1.7 MW of recovered heat can warm 6,000 homes in winter or provide 20,000 five-minute showers in summer — a scalable, circular energy model for cloud infrastructure.
Officially inaugurated in January 2025, the Infomaniak data centre in Geneva, Switzerland is located in a residential neighbourhood, this underground facility — built beneath a 150-apartment eco-district — has no visual impact on the landscape. Powered entirely by locally sourced renewable energy, it recovers waste heat and recycles 100% of the energy it consumes into usable thermal energy.
This project marks a key step in transforming a traditionally energy-intensive facility into an active example of circular energy use.

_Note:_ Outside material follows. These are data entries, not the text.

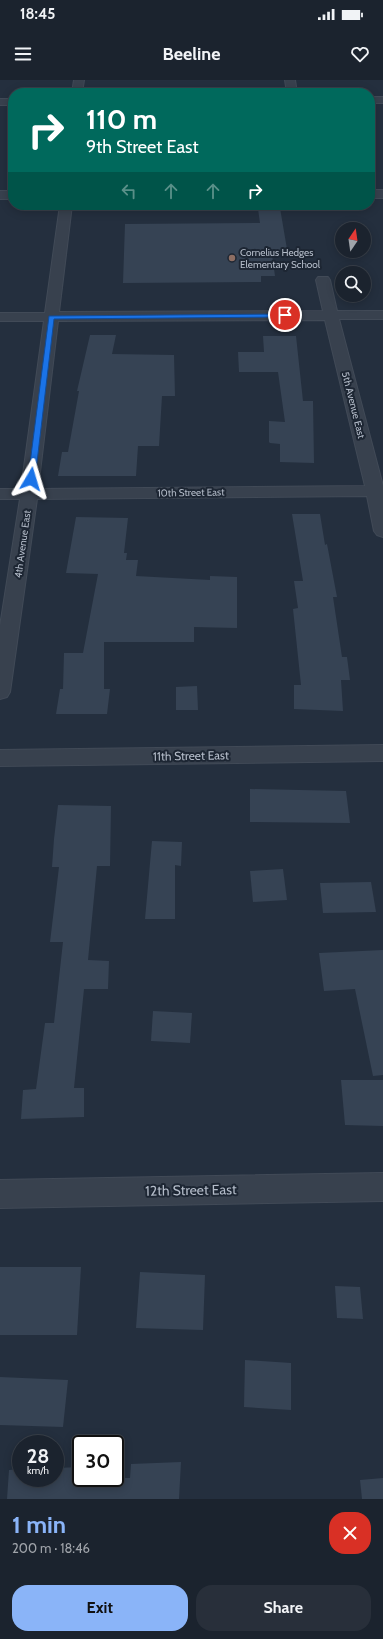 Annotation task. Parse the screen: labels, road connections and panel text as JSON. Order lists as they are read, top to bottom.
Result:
{
  "streets": {
    "street": [
      "5th Avenue East",
      "10th Street East",
      "4th Avenue East",
      "11th Street East",
      "12th Street East"
    ]
  },
  "crossings": [
    ["5th Avenue East", "10th Street East"],
    ["10th Street East", "4th Avenue East"]
  ],
  "places": ["Cornelius Hedges Elementary School"],
  "north": "top",
  "page": {
    "status": "18:45",
    "header": "Beeline",
    "turn": ["110 m", "9th Street East"],
    "speed": "28 km/h",
    "limit": "30",
    "heading": ["1 min", "200 m · 18:46"],
    "buttons": ["Exit", "Share"]
  }
}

Designed to accommodate around 10,000 servers at full capacity in the 1800m2 basement area of a residential neighbourhood, the data centre operates with a high-performance waste heat recovery system enabled by Trane XStream RTWF heat pumps. This technology plays a crucial role in recovering and converting the low-temperature heat energy emitted by servers, inverters, ventilation, and other elements of the data centre infrastructure into a valuable resource for the nearby community. The use of heat pumps allows Infomaniak to utilise energy that would otherwise be wasted, enabling them to supply the recovered thermal energy to the city’s district heating network, enough to heat around 6,000 Minergie-A homes in winter or provide daily five-minute showers for 20,000 people in summer.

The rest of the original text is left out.